Bernardo Stortoni
- Born: Bernardo Mario Stortoni 17 December 1976 (age 49) Bahía Blanca, Argentina
- Height: 1.84 m (6 ft 0 in)
- Weight: 93 kg (14 st 9 lb; 205 lb)

Rugby union career
- Position: Fullback

Senior career
- Years: Team / Apps / (Points)
- 2001–2003: RC Narbonne
- 2003–2004: Rotherham
- 2004–2007: Bristol
- 2007–2011: Glasgow Warriors / 96 / (50)

International career
- Years: Team / Apps / (Points)
- 1998–2008: Argentina / 26 / (50)

= Bernardo Stortoni =

Argentine rugby union player (born 1976)

Bernardo Mario Stortoni (born 17 December 1976) is a former Argentine rugby union player. He played as a fullback.

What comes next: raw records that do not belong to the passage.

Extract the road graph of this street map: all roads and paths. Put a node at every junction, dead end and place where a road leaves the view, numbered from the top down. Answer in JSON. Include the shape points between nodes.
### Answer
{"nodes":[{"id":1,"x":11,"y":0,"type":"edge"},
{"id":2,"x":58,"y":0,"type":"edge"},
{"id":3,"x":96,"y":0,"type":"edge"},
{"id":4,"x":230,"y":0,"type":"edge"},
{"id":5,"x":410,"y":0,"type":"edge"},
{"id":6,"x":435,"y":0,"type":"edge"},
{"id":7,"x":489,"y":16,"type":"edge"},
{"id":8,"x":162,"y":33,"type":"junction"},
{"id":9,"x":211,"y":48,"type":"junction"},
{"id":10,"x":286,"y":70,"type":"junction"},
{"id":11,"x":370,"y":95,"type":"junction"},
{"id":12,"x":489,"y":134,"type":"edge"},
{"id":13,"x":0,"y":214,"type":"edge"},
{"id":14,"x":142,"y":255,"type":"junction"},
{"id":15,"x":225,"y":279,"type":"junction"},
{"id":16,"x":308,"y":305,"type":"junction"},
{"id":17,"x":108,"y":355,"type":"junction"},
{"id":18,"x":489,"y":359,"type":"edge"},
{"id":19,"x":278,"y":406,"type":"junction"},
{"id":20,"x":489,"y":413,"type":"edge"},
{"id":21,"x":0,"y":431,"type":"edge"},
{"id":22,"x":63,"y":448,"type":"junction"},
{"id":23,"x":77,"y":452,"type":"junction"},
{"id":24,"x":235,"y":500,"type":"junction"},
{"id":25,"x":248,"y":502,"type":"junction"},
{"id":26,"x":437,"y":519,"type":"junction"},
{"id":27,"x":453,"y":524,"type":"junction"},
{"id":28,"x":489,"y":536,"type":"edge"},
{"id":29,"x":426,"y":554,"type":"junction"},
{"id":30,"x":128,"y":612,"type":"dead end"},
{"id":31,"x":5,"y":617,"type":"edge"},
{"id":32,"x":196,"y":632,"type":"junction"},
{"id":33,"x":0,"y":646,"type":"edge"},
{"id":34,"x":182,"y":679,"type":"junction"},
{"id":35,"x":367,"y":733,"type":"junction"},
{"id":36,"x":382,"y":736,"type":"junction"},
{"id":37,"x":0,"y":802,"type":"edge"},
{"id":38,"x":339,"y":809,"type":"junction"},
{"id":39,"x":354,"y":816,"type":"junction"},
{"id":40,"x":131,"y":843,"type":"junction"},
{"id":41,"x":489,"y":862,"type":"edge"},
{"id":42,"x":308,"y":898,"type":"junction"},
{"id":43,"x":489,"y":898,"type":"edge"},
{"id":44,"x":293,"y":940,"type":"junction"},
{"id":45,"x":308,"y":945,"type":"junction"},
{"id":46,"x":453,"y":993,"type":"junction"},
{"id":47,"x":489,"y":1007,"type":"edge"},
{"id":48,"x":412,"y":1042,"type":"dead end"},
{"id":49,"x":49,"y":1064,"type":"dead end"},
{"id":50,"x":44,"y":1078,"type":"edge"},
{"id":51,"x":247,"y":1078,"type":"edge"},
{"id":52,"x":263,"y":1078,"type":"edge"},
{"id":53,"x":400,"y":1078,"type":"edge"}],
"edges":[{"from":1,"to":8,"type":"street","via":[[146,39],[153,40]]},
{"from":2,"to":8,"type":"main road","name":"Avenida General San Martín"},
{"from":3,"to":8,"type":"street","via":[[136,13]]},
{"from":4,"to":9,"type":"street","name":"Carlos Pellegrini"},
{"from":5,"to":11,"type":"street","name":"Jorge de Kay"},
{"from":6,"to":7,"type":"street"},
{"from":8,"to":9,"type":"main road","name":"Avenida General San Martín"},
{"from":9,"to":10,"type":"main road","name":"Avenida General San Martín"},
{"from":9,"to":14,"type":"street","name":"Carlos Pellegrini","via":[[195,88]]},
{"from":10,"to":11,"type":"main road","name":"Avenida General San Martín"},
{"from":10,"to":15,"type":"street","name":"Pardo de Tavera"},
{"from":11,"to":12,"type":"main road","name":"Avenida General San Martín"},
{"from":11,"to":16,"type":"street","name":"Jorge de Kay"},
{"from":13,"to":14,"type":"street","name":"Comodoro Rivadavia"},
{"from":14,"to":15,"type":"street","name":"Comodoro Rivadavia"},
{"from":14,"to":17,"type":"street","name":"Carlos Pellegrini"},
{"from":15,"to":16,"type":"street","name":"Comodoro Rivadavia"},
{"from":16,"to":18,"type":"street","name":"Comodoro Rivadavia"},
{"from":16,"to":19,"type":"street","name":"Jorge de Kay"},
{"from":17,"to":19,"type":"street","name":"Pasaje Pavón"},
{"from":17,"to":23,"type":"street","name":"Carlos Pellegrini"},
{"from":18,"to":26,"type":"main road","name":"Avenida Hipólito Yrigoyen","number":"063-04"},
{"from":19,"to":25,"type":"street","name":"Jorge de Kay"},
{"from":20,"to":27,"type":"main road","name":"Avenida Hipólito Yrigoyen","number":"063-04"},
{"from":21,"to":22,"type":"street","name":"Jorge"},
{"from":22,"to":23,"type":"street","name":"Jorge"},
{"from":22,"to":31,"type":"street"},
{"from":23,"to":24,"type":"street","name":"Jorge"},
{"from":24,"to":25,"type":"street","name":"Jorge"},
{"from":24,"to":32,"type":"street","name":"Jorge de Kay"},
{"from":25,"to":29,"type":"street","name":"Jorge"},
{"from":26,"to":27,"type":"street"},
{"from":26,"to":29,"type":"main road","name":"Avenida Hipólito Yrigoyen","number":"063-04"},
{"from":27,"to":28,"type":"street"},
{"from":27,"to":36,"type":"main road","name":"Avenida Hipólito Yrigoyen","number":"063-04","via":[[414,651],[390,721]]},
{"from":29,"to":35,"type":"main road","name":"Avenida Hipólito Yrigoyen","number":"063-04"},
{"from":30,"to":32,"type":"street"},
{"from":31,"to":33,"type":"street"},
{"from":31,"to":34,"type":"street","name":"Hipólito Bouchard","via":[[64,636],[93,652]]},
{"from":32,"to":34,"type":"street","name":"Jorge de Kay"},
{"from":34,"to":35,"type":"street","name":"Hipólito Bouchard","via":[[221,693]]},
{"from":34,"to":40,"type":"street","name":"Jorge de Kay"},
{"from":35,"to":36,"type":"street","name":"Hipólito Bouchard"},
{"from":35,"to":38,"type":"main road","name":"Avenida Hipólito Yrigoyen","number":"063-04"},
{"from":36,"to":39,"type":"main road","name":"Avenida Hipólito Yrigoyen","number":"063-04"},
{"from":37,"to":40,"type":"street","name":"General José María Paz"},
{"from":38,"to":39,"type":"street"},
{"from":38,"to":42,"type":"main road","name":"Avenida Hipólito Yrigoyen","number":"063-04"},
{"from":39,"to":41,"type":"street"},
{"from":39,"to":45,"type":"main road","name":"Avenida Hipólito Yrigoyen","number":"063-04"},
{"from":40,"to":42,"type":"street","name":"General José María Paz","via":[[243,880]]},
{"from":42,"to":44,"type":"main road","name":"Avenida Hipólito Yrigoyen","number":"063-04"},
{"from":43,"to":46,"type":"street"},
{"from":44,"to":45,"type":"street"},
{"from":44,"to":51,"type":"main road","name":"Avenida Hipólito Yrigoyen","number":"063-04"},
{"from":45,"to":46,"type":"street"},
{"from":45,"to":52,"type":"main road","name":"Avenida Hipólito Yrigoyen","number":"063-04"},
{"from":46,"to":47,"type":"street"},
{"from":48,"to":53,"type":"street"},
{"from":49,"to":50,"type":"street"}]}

He enjoyed spells at Narbonne and Bristol before settling at the Glasgow Warriors where he played from 2007/08 until the end of the 2010/2011 season. He left retired from playing afterwards.

He had 26 caps for Argentina, from 1998 to 2008, scoring 10 tries, 50 points on aggregate. He made his debut for the Pumas against Japan on 15 September 1998.